“Friendship is unnecessary, like philosophy, like art ... It has no survival value; rather is one of those things that give value to survival,” declared novelist, scholar and broadcaster C. S. Lewis. Two couples who will soon be celebrating their 50th wedding anniversaries in Donnybrook know the truth of that observation.
TWO couples will be celebrating their 50th anniversaries in Donnybrook on July 4 – as well as an enduring friendship.
Ellen Ellard and Dawn Jackson first met as young girls when Ellen moved with her family from Donnybrook to the Ferguson Valley in 1949.
Later, the family shifted again to Margaret River and then Kelmscott.
Although Ellen and Dawn did not see each other for 13 years, they wrote regular letters.
The two friends both became engaged to be married around the same time, but when Ellen rang Dawn to ask her to be her bridesmaid, they discovered that they were both to be married on the same day.
Dawn and husband Rod met at a dance at the Yabberup Hall, and would see each other only once a month.
Ellen was living in Perth at the time, where she has clear memories of the fashions for young girls.
“We wore pointy-toed shoes and high heels, we wouldn’t go into Perth without hats, gloves, stockings with seams straight and no petticoats showing,” she said.
“The first time I wore a mini, Dad was shocked.”
In 1959 the couples were indeed married on the same day, at the same hour, Ellen and husband Ron in Victoria Park and Dawn and Rod at Saint Aiden’s Church in the Ferguson Valley.
“The actual day was a beautiful sunshiny day for winter,” Ellen said.
The friends next saw each other at an aunt’s wedding, where Ellen was a bridesmaid and Dawn and Rod were guests.
Ellen next went to see Dawn in hospital after she had had her first baby.
Following this there was a trip to Dandaragan to see Dawn and Rod.
“Ron and I travelled up with the kids to see them,” Ellen said.
“Ron said to me, `Do you think he has a drink?’ and I said I had no idea – so we got a carton of beer and we put it under the seat.
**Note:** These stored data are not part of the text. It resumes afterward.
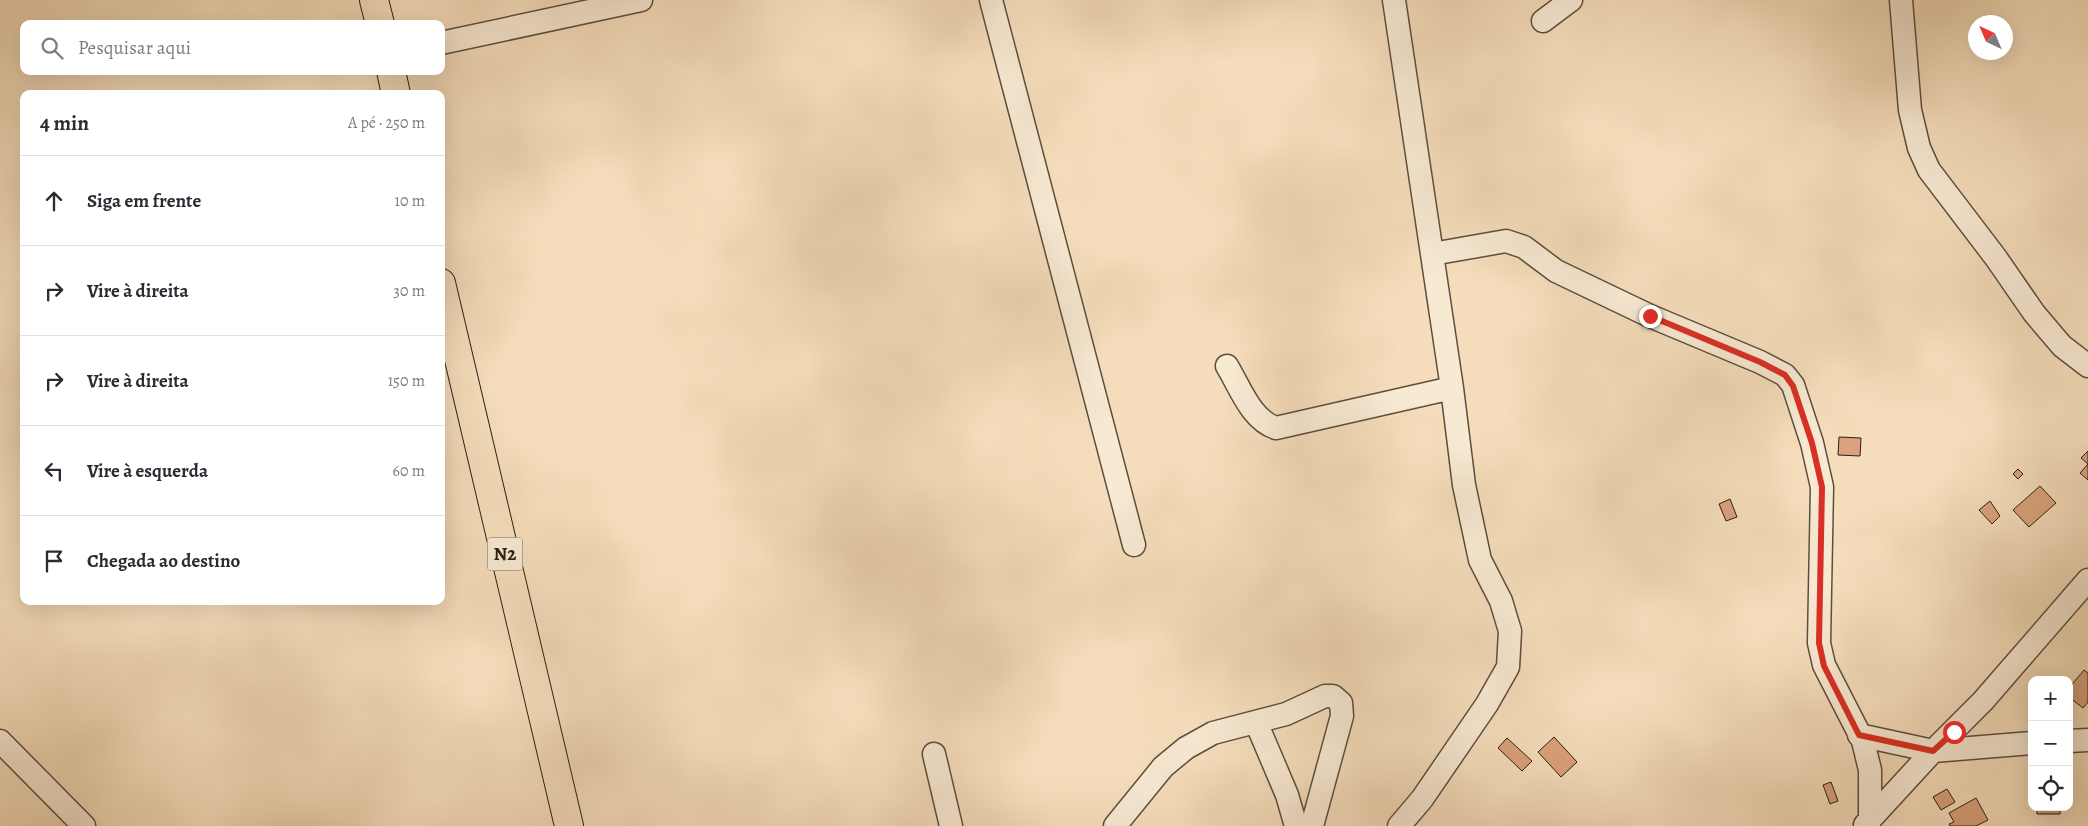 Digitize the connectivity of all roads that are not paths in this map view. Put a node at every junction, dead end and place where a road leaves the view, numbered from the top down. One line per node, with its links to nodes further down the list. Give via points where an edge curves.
1 (374, 0): 7 (main road)
2 (641, 0): 9 (street)
3 (991, 0): 17 (street)
4 (1394, 0): 12 (street)
5 (1571, 0): 8 (street)
6 (1901, 0): 15 (street, via 1910,110 1919,148 1929,170 2034,312 2062,346)
7 (379, 20)
8 (1543, 21)
9 (445, 43)
10 (392, 75): 11 (main road)
11 (395, 90)
12 (1432, 254): 16 (street); 20 (street, via 1506,241 1516,243 1556,271 1785,375 1793,386 1812,443 1822,487 1819,643 1824,666)
13 (445, 300): 29 (main road, N2)
14 (1227, 366): 16 (street, via 1257,417 1276,428)
15 (2088, 366)
16 (1452, 388): 34 (street, via 1464,485 1480,560 1501,602 1510,631 1508,667 1482,712)
17 (1134, 545)
18 (2088, 580): 25 (street, via 1983,701)
19 (1256, 722): 31 (street, via 1214,733 1186,748 1163,767); 32 (street, via 1287,795); 33 (street, via 1286,714 1326,696 1333,696 1341,703 1342,716)
20 (1859, 735): 25 (street); 27 (street, via 1870,770)
21 (2088, 740): 23 (street)
22 (0, 741): 28 (street)
23 (2073, 741)
24 (2028, 743): 25 (street)
25 (1933, 751): 27 (street)
26 (934, 754): 30 (street)
27 (1867, 824)
28 (84, 826)
29 (569, 826)
30 (951, 826)
31 (1115, 826)
32 (1296, 826)
33 (1312, 826)
34 (1399, 826)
I said I didn’t know if they drank because Dawn was a Sunday School teacher,” Ellen said.
It soon turned out that both couples did indeed have a drink, and Ellen’s and Dawn’s longstanding friendship became an enduring friendship between the two couples.
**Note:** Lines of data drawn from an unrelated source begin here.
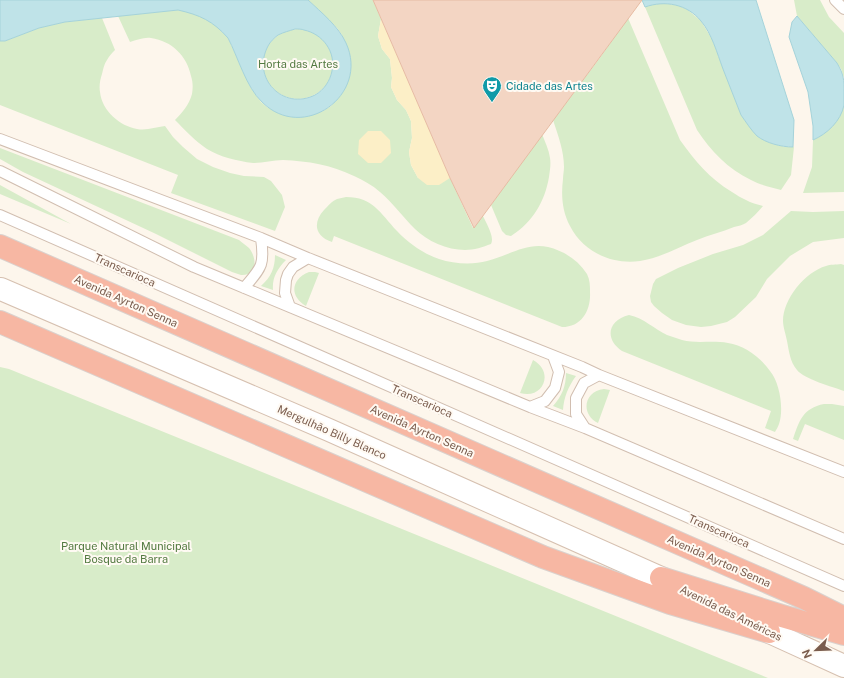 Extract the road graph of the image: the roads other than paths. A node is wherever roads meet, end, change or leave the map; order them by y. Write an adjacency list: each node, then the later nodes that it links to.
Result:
1 (835, 0): 2 (lane)
2 (844, 9)
3 (0, 139): 6 (lane)
4 (0, 172): 9 (lane)
5 (0, 215): 20 (lane, Transcarioca)
6 (261, 238): 8 (lane); 9 (lane)
7 (0, 246): 21 (highway, Avenida Ayrton Senna)
8 (308, 258): 11 (lane); 13 (lane)
9 (244, 288): 11 (lane)
10 (0, 289): 19 (main road, Mergulhão Billy Blanco)
11 (290, 307): 15 (lane)
12 (0, 322): 22 (highway)
13 (553, 356): 14 (lane); 15 (lane)
14 (599, 375): 16 (lane); 17 (lane)
15 (530, 407): 16 (lane)
16 (585, 428): 18 (lane)
17 (844, 472)
18 (844, 539)
19 (661, 578): 22 (main road, Avenida das Américas); 23 (highway)
20 (844, 586)
21 (844, 618)
22 (769, 632): 24 (main road, Avenida das Américas)
23 (844, 634)
24 (844, 666) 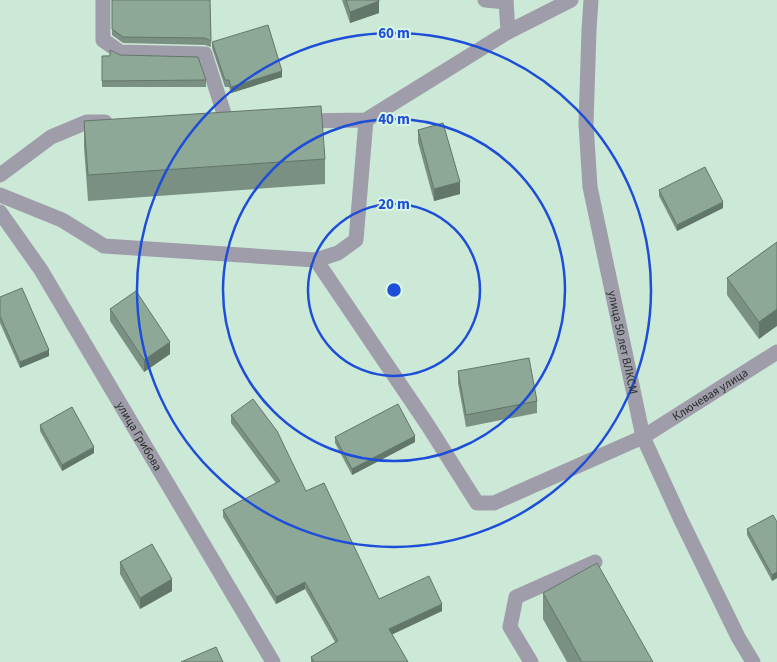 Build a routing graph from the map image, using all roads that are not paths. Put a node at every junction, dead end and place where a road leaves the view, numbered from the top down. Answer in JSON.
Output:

Ellen said that the kids would go and stay with the other couple from time to time.
“The country kids would see the city, and the city kids would see the country,” she said.
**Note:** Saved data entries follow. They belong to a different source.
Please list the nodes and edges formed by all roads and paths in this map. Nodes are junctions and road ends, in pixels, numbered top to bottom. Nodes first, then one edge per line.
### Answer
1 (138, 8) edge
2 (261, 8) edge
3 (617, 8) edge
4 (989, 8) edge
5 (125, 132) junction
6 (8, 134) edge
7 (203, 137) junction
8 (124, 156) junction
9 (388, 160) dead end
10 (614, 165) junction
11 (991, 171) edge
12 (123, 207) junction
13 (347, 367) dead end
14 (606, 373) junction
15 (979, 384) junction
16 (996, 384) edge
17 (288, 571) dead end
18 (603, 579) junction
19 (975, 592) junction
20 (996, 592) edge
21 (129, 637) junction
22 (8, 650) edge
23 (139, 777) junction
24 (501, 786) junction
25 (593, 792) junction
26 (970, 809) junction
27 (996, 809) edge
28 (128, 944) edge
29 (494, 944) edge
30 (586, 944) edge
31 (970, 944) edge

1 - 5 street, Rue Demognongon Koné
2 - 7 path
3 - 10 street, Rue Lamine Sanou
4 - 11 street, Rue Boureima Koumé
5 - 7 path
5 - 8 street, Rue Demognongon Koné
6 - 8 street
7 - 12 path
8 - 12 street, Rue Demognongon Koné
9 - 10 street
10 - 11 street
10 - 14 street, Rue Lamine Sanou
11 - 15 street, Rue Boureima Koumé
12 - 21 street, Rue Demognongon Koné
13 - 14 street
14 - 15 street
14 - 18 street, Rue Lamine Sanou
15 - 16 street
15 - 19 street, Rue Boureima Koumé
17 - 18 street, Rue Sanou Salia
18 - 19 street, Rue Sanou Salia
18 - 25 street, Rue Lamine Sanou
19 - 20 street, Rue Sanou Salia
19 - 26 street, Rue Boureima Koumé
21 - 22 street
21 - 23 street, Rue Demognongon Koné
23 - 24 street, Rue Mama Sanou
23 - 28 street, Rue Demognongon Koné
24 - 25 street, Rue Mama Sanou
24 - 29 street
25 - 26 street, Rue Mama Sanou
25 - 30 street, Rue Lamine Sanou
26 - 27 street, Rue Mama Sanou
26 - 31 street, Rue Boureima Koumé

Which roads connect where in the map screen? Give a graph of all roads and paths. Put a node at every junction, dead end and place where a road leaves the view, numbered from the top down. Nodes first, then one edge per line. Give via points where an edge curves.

Eventually Ellen and Ron asked Rod, who was in real estate, to look out for a property for them.
“We came to look at a property at 9am one morning, and Ron put a $50 note in the owner’s top pocket and said ‘that’s my deposit’,” Ellen said.
Soon after, Dawn and Rod bought the farm next to Rod’s parents in the Preston Valley.
“We said to the kids they could stay in the city or come with us when we moved,” Ellen said.
“They saw a treehouse on the property and said we want that one — even though they were all grown up!”
That was in 1981, and almost 30 years later the couple are still on that property, the children live close by and Dawn, Ellen, Rod and Ron are all still firm friends.
“We’ve had our ups and downs, but life’s been pretty good,” Ellen said.